The Lavochkin La-250 “Anakonda” was a high-altitude interceptor aircraft prototype developed in the Soviet Union in the 1950s. Its nickname anaconda was “invented” during the flight test and referred to both the elongated body shape as well as the relatively critical flight characteristics of the machine.
Test flights of the five prototypes were plagued by crashes caused by failures of the hydraulic boost system and landing gear as well as poor forward visibility (the latter was corrected with fitting of a new slightly “drooped” nose). La-250 made a single test flight in 1956, only 6 flights in 1957, and a mere 14 flights in 1958. Frustrated by the lack of progress, Soviet Air Force stopped all work on the aircraft in 1959. Lessons learned with La-250 were used to develop new interceptor system requirements which led to the Tupolev Tu-28 interceptor.
The Yakovlev Yak-36 was a Soviet technology demonstrator for a VTOL combat aircraft.
The Yakovlev Yak-38 was the Soviet Naval Aviation’s only operational VTOL strike fighter aircraft, in addition to being its first operational carrier-based fixed-wing aircraft. It was developed specifically for, and served almost exclusively on, the Kiev-class aircraft carriers.
3MD, a Soviet strategic bomber.
M-17 “stratosphere” was a Soviet high-altitude subsonic jet aircraft to intercept the drifting spy balloons.
The Sukhoi Su-25 Grach (rook) is a single-seat, twin-engine jet aircraft developed in the Soviet Union by Sukhoi. It was designed to provide close air support for the Soviet Ground Forces. The first prototype made its maiden flight on 22 February 1975. After testing, the aircraft went into series production in 1978 at Tbilisi in the Georgian Soviet Socialist Republic.
The type has seen combat in several conflicts during its more than 30 years in service.

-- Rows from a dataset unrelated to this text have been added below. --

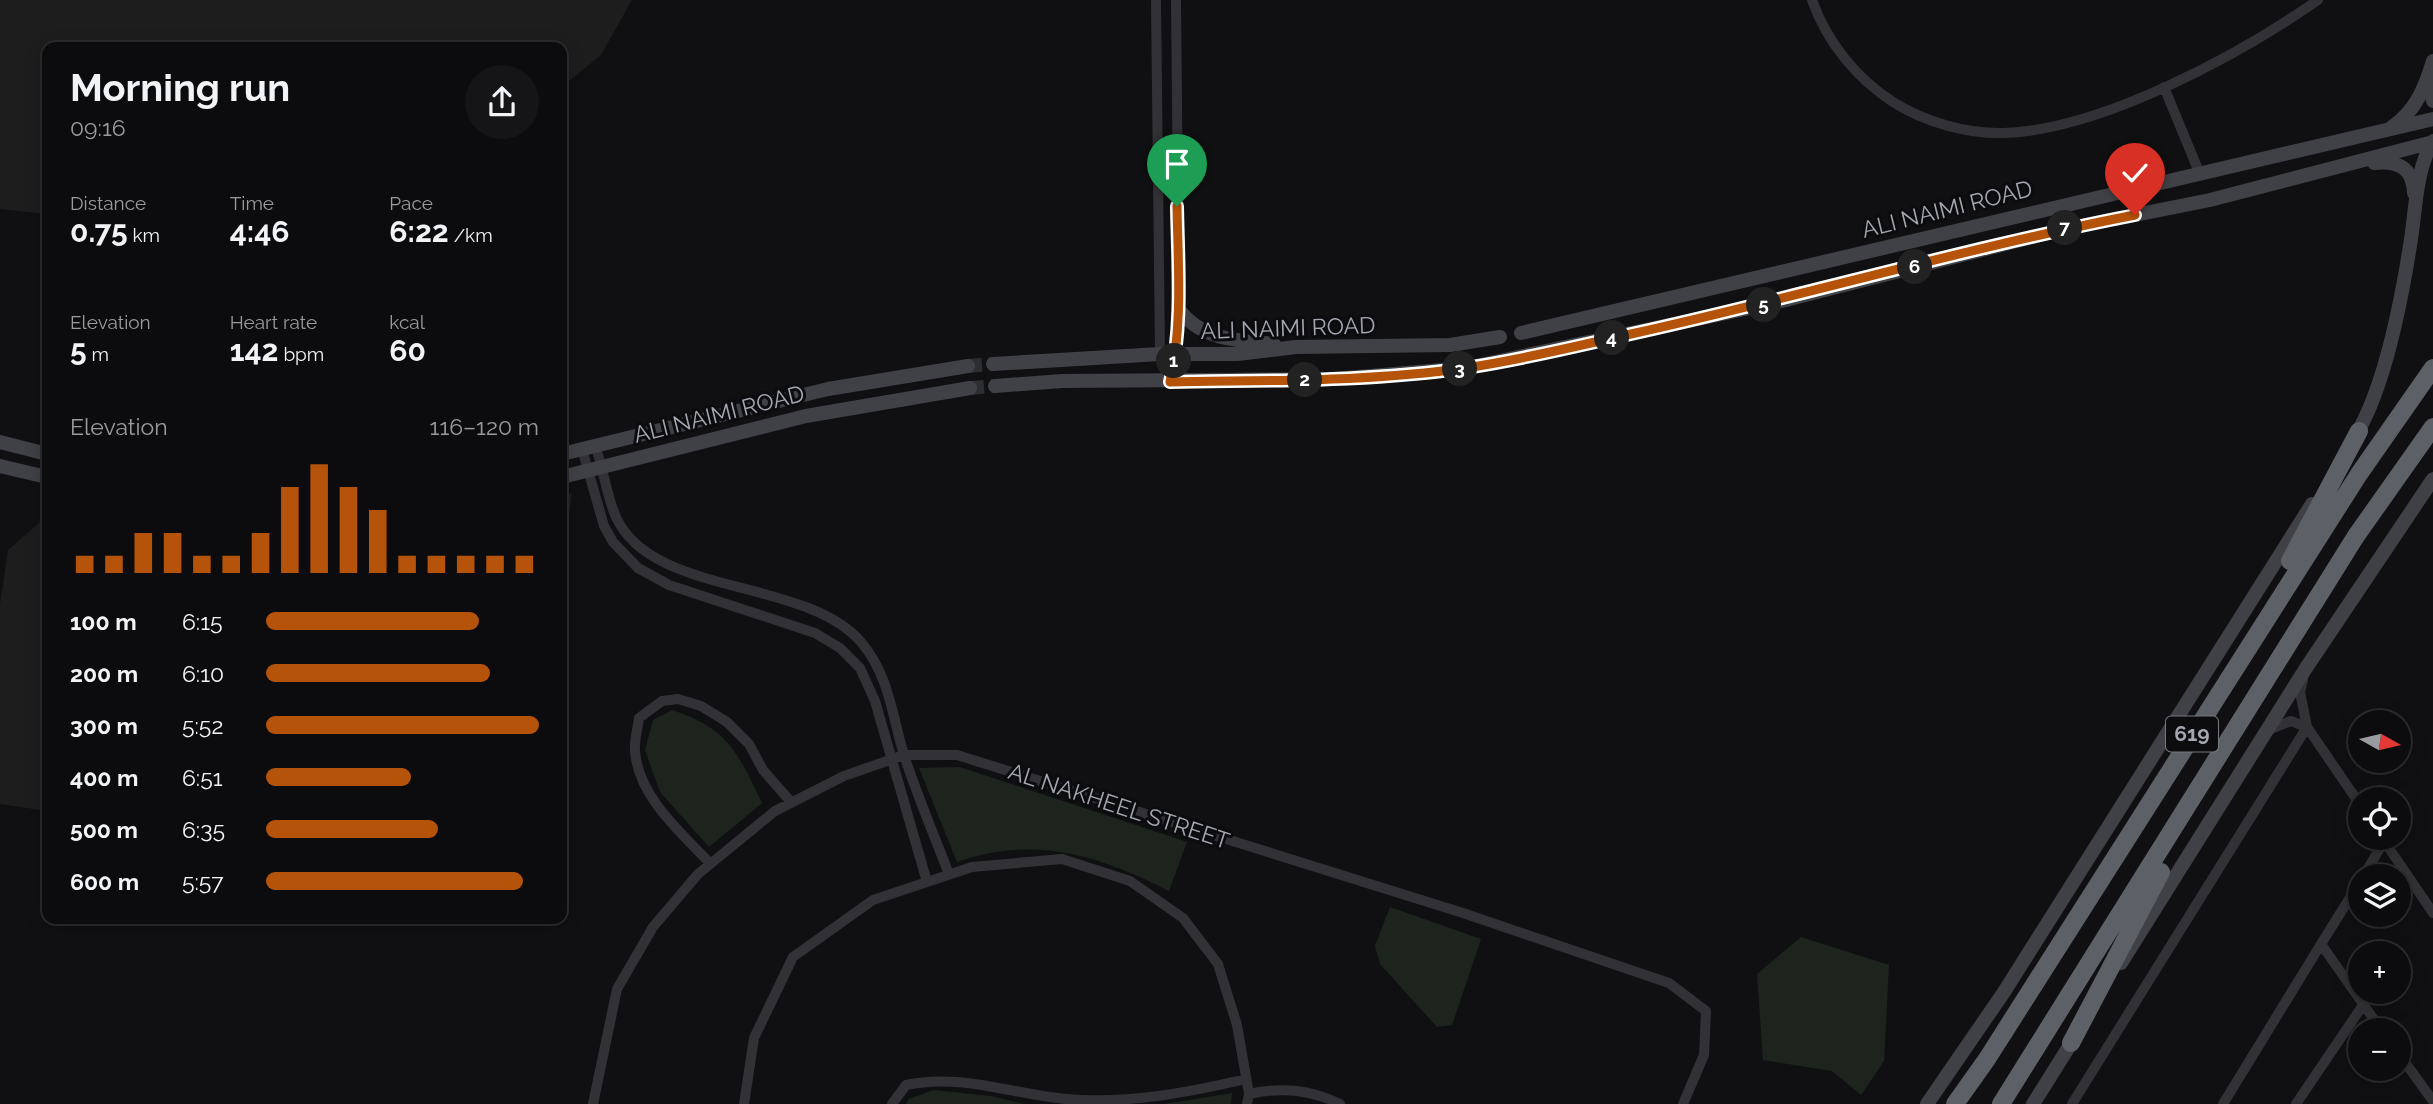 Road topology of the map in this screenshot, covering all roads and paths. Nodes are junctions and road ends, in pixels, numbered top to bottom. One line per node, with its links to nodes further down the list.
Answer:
1 (1156, 0): 19 (street)
2 (1176, 0): 15 (street)
3 (1812, 0): 7 (street)
4 (2318, 0): 7 (street)
5 (2433, 61): 10 (main road)
6 (2433, 67): 8 (main road)
7 (2164, 87): 13 (street)
8 (2433, 101)
9 (2433, 119): 10 (main road, ALI NAIMI ROAD)
10 (2385, 131): 13 (main road, ALI NAIMI ROAD)
11 (2433, 142): 12 (main road); 14 (main road)
12 (2336, 169): 14 (main road); 26 (main road, ALI NAIMI ROAD)
13 (2199, 172): 16 (main road, ALI NAIMI ROAD)
14 (2412, 233): 32 (main road)
15 (1179, 310): 18 (main road); 20 (street)
16 (1521, 333)
17 (1500, 337): 18 (main road, ALI NAIMI ROAD)
18 (1296, 347): 20 (main road, ALI NAIMI ROAD)
19 (1160, 354): 20 (main road, ALI NAIMI ROAD); 21 (main road, ALI NAIMI ROAD); 26 (street)
20 (1176, 355): 26 (street)
21 (1010, 363): 22 (main road, ALI NAIMI ROAD); 27 (main road)
22 (993, 364)
23 (968, 366): 25 (main road, ALI NAIMI ROAD)
24 (2433, 368): 44 (highway, 619)
25 (938, 370): 30 (main road); 34 (main road, ALI NAIMI ROAD)
26 (1170, 382): 27 (main road, ALI NAIMI ROAD)
27 (1012, 384): 28 (main road, ALI NAIMI ROAD)
28 (995, 386)
29 (970, 388): 30 (main road, ALI NAIMI ROAD)
30 (942, 392): 38 (main road, ALI NAIMI ROAD)
31 (2433, 427): 47 (highway, 619)
32 (2359, 431): 44 (highway); 71 (main road)
33 (0, 442): 35 (main road)
34 (589, 448): 36 (main road, ALI NAIMI ROAD); 38 (street); 39 (street)
35 (42, 453)
36 (567, 453)
37 (0, 466): 40 (main road)
38 (603, 466): 39 (main road, ALI NAIMI ROAD); 48 (street)
39 (587, 470): 41 (main road, ALI NAIMI ROAD); 49 (street)
40 (42, 476)
41 (567, 476)
42 (2433, 479): 43 (main road)
43 (2306, 668): 45 (street); 46 (main road)
44 (2214, 700): 72 (highway, 619)
45 (2307, 727): 46 (street); 50 (street); 75 (street)
46 (2267, 730): 61 (main road)
47 (2222, 754): 61 (highway); 73 (highway, 619)
48 (904, 755): 49 (street, AL NAKHEEL STREET); 54 (street); 70 (street, AL NAKHEEL STREET)
49 (889, 760): 51 (street, AL NAKHEEL STREET); 55 (street)
50 (2348, 787)
51 (791, 802): 53 (street, AL NAKHEEL STREET); 53 (street)
52 (2390, 850): 57 (street)
53 (710, 863): 66 (street, AL NAKHEEL STREET)
54 (949, 874): 55 (street); 63 (street)
55 (927, 882): 67 (street)
56 (2348, 901): 58 (street)
57 (2433, 913)
58 (2321, 944): 59 (street); 76 (street)
59 (2363, 1005): 60 (street); 77 (street)
60 (2372, 1018)
61 (2071, 1043): 74 (main road)
62 (2411, 1072): 65 (street)
63 (1246, 1079): 64 (street); 68 (street)
64 (1248, 1099): 69 (street)
65 (2429, 1100)
66 (593, 1104)
67 (744, 1104)
68 (892, 1104)
69 (1340, 1104)
70 (1683, 1104)
71 (1927, 1104)
72 (1955, 1104)
73 (2001, 1104)
74 (2033, 1104)
75 (2072, 1104)
76 (2223, 1104)
77 (2296, 1104)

It was heavily involved in the Soviet war in Afghanistan, flying counter-insurgency missions against the Mujahideen. The Iraqi Air Force employed Su-25s against Iran during the 1980–88 Iran–Iraq War. Most were later destroyed or flown to Iran in the 1991 Persian Gulf War. The Georgian Air Force used Su-25s during the Abkhazia War from 1992 to 1993. The Macedonian Air Force used Su-25s against Albanian insurgents in the 2001 Macedonia conflict and, in 2008, Georgia and Russia both used Su-25s in the Russo-Georgian War. African states, including the Ivory Coast, Chad, and Sudan have used the Su-25 in local insurgencies and civil wars. Recently the Su-25 has seen service in the Russian intervention in the Syrian Civil War.

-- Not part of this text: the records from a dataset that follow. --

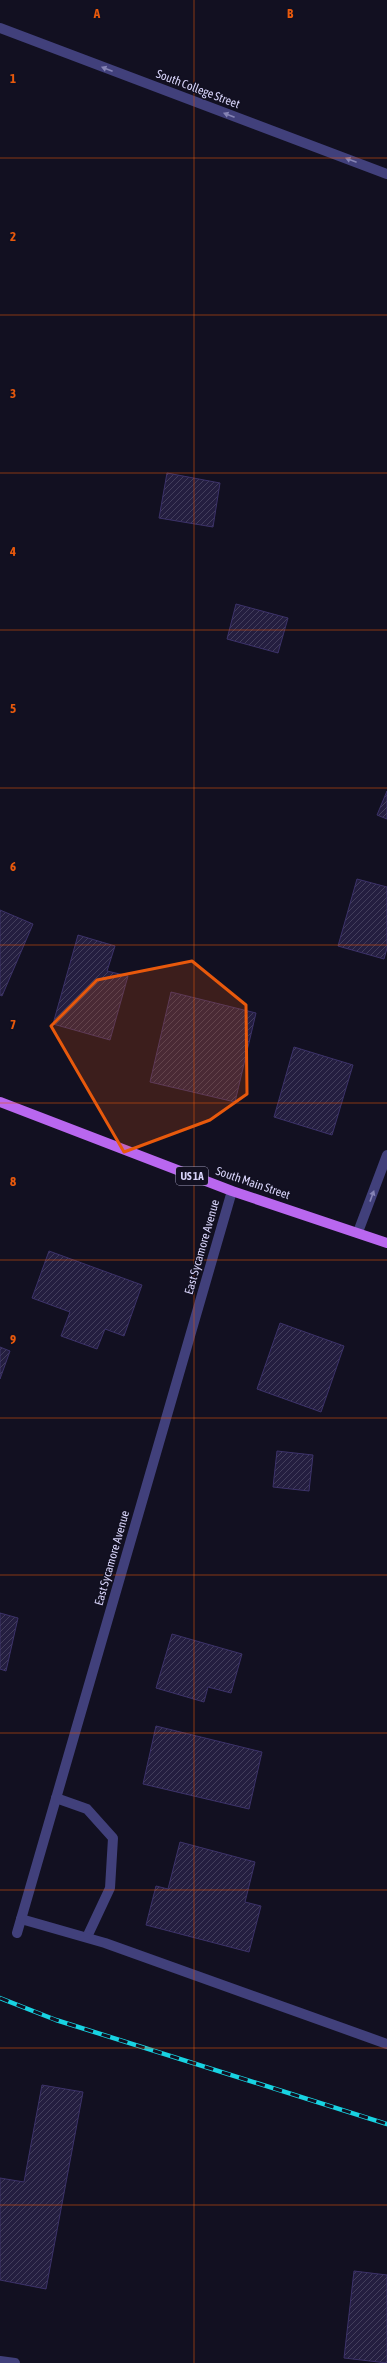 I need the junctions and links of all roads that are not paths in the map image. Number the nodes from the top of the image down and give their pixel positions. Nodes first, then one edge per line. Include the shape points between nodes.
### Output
1 (0, 28) edge
2 (387, 174) edge
3 (0, 1102) edge
4 (387, 1155) edge
5 (232, 1191) junction
6 (358, 1232) junction
7 (387, 1243) edge
8 (56, 1798) junction
9 (21, 1919) junction
10 (17, 1933) dead end
11 (87, 1937) junction
12 (387, 2044) edge
13 (0, 2361) edge
14 (15, 2363) edge

2 -> 1 street, South College Street
3 - 5 main road, South Main Street / US 1A
6 -> 4 street
5 - 6 main road, South Main Street / US 1A
5 - 8 street, East Sycamore Avenue
6 - 7 main road, South Main Street / US 1A
8 - 9 street, East Sycamore Avenue
8 - 11 street via 87,1809 113,1838 110,1888
9 - 10 street, East Sycamore Avenue
9 - 11 street
11 - 12 street
13 - 14 street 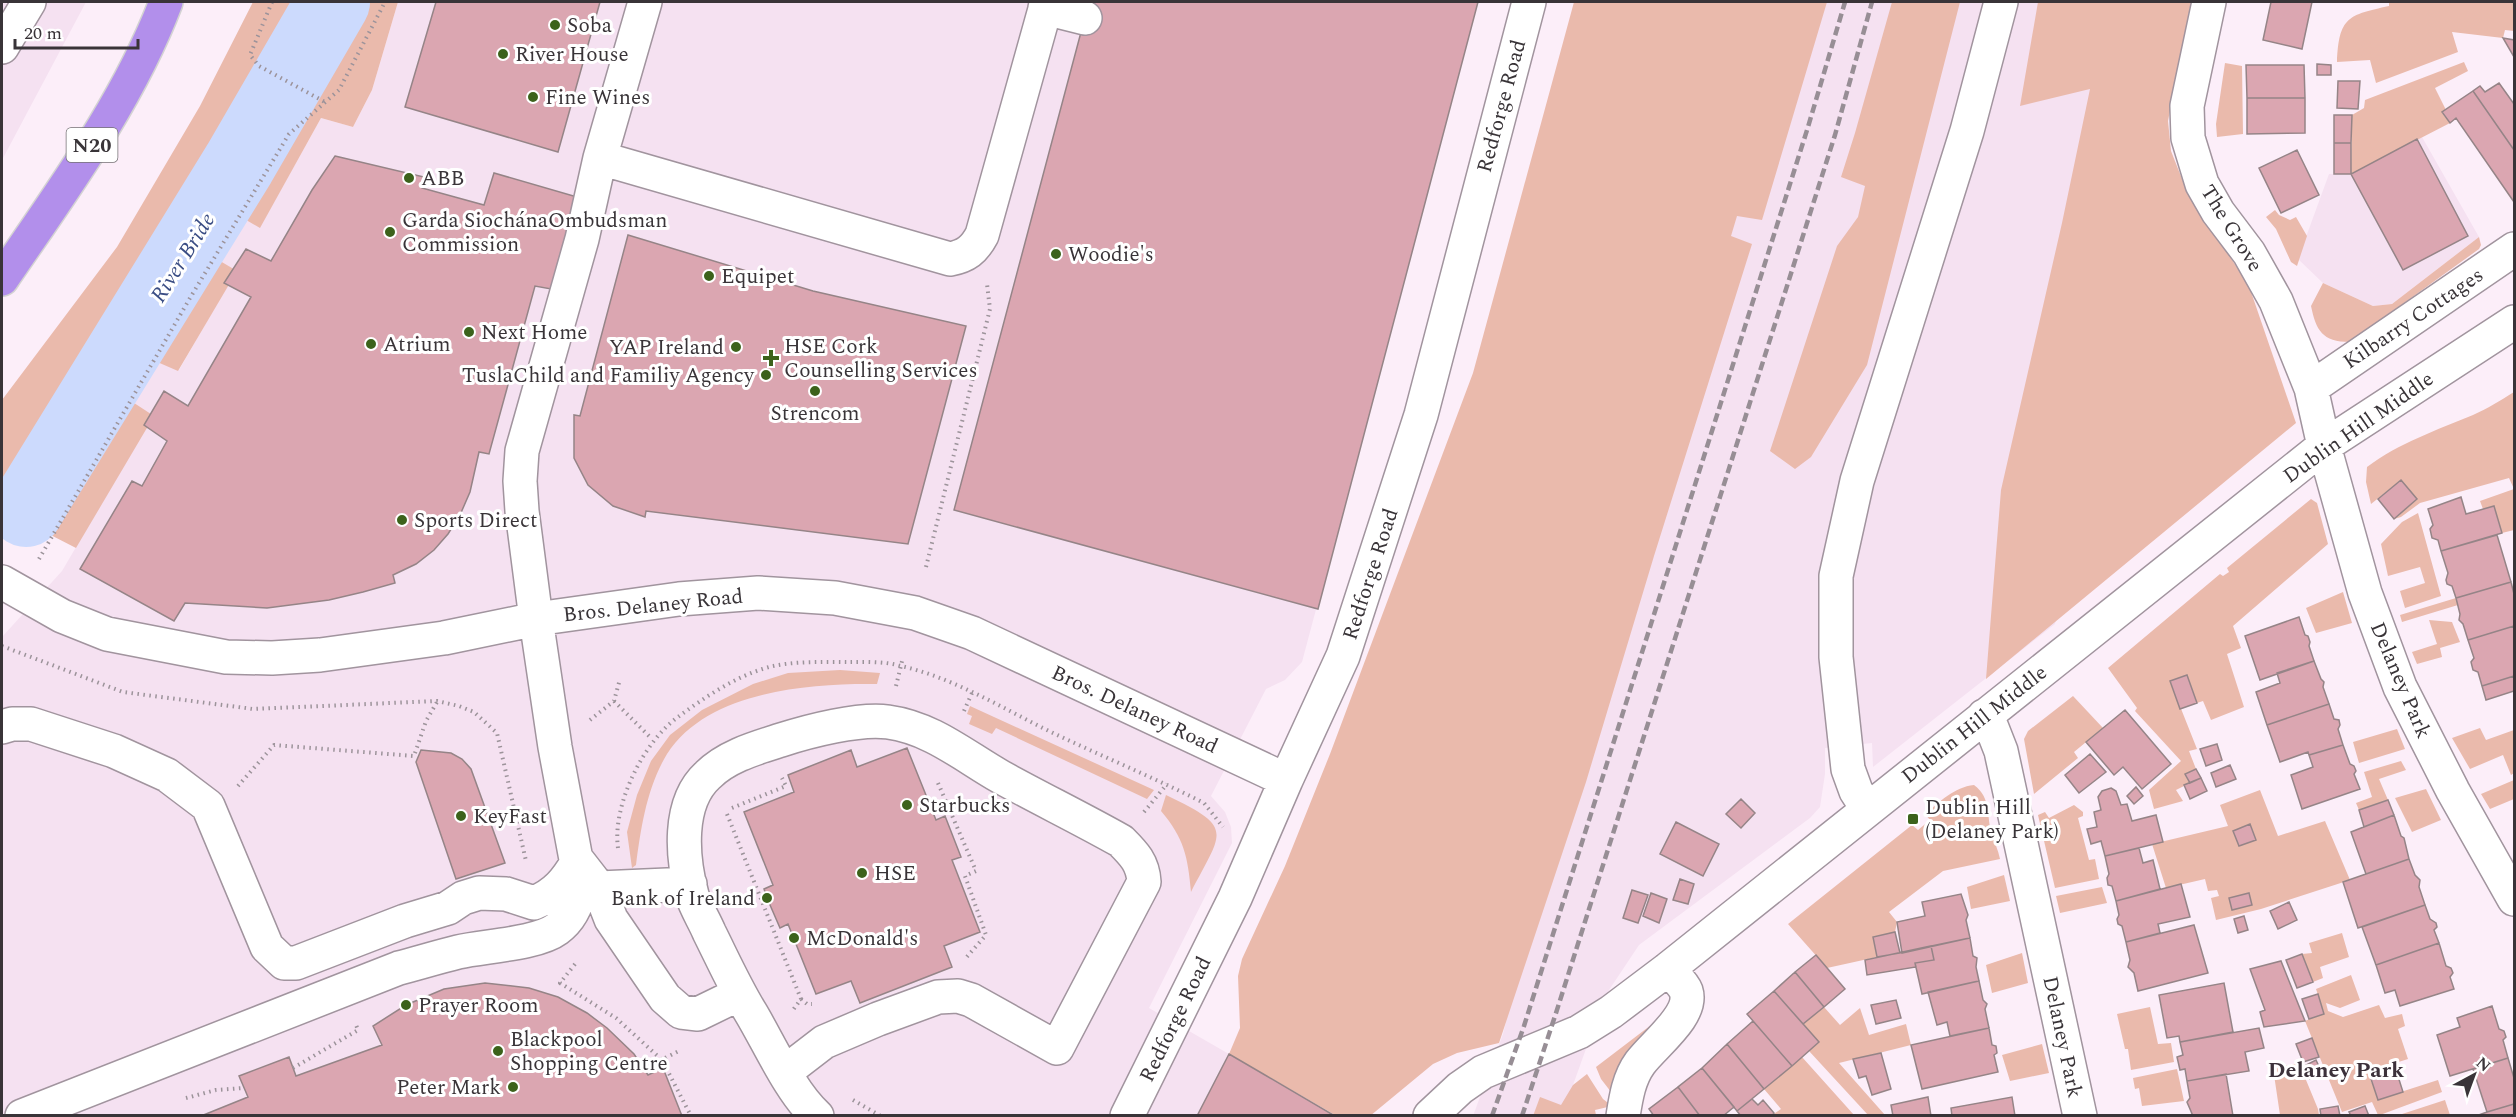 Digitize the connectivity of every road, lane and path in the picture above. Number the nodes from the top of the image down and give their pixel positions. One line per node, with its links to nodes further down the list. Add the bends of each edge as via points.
1 (29, 2): 11 (street)
2 (272, 2): 12 (path, via 250,55 259,66)
3 (385, 2): 12 (path, via 339,90)
4 (645, 2): 13 (street)
5 (1529, 2): 36 (street, Redforge Road, via 1421,415 1343,657)
6 (2001, 2): 38 (street, via 1967,131 1857,481 1836,576 1836,657 1848,769)
7 (2209, 2): 18 (street, The Grove, via 2191,79 2188,138 2202,184 2276,301)
8 (162, 3): 16 (highway, N20, via 133,76 93,144)
9 (1046, 5): 10 (street); 14 (street)
10 (1085, 18)
11 (5, 32)
12 (325, 102): 21 (path, via 289,134)
13 (600, 158): 14 (street, via 950,259 964,256 976,247); 22 (street, via 582,239 522,451 520,481)
14 (982, 235): 20 (path, via 990,309)
15 (2514, 249): 18 (street, Kilbarry Cottages)
16 (2, 279)
17 (2514, 322): 19 (street, Dublin Hill Middle)
18 (2311, 388): 19 (street, The Grove)
19 (2324, 446): 30 (street, Dublin Hill Middle); 44 (street, Delaney Park, via 2365,593 2400,687)
20 (926, 567)
21 (10, 588): 22 (street, Bros. Delaney Road, via 62,616 107,634 226,657 320,655 444,638)
22 (536, 619): 36 (street, Bros. Delaney Road, via 679,599 758,593 835,598 894,608 972,633); 40 (street, via 555,747)
23 (2, 646): 28 (path, via 123,692 253,709)
24 (903, 657): 25 (path)
25 (900, 665): 27 (path); 33 (path, via 838,662 770,667 702,699); 39 (path, via 951,682 1204,802)
26 (620, 679): 29 (path)
27 (895, 690)
28 (437, 701): 37 (path, via 414,756 274,746 227,799); 41 (path, via 474,712 497,733)
29 (614, 701): 31 (path); 33 (path)
30 (1983, 717): 38 (street, Dublin Hill Middle); 63 (street, Delaney Park, via 2001,751)
31 (590, 720)
32 (2, 728): 37 (street, via 31,724 114,751 167,775)
33 (652, 739): 43 (path, via 626,796 616,836)
34 (779, 771): 49 (path, via 786,786 726,810)
35 (934, 774): 46 (path, via 976,871 965,876 986,935)
36 (1286, 780): 60 (street, Redforge Road, via 1235,898)
37 (208, 806): 40 (street, via 267,947 284,963 296,963 479,893 506,894 534,903 564,885)
38 (1868, 808): 47 (street, Dublin Hill Middle)
39 (1225, 830)
40 (578, 861): 43 (street); 57 (street, via 579,897 557,930 399,968)
41 (528, 873)
42 (690, 884): 43 (street); 48 (street); 52 (street, via 685,862 688,808 706,776 722,763 755,748 843,725 887,722 946,741 987,769 1121,840 1143,869 1144,882 1057,1048 971,1000 938,997 824,1042)
43 (612, 888): 48 (street, via 611,919 665,998 681,1012 698,1014)
44 (2514, 899)
45 (582, 955): 58 (path, via 560,983 616,1018 662,1060)
46 (960, 965)
47 (1668, 969): 61 (street, Dublin Hill Middle, via 1579,1032 1483,1072); 62 (street, via 1685,989 1685,1012 1633,1074)
48 (739, 994): 52 (street)
49 (801, 999): 50 (path); 51 (path)
50 (816, 1004)
51 (791, 1013)
52 (785, 1072): 56 (street)
53 (243, 1088): 55 (path)
54 (848, 1094): 59 (path)
55 (186, 1098)
56 (806, 1113)
57 (22, 1116)
58 (691, 1116)
59 (881, 1116)
60 (1127, 1116)
61 (1430, 1116)
62 (1623, 1116)
63 (2080, 1116)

One of a few foreign aircrafts here. American bomber B-25 Mitchell.
The Myasishchev M-50 was a Soviet prototype four-jet engine supersonic strategic bomber, which never attained service. Only one flight-worthy prototype was built, which has first flown in October 1959. The M-50 was constructed by the Myasishchev design bureau. Like most of the early 1960’s supersonic strategic bomber projects, the M-50 program was terminated due to the development of the intercontinental ballistic missiles and the priority assigned to the Soviet space program.
The Yakovlev Yak-141 , also known as the Yak-41, was a Soviet supersonic vertical takeoff/landing (VTOL) fighter aircraft designed by Yakovlev.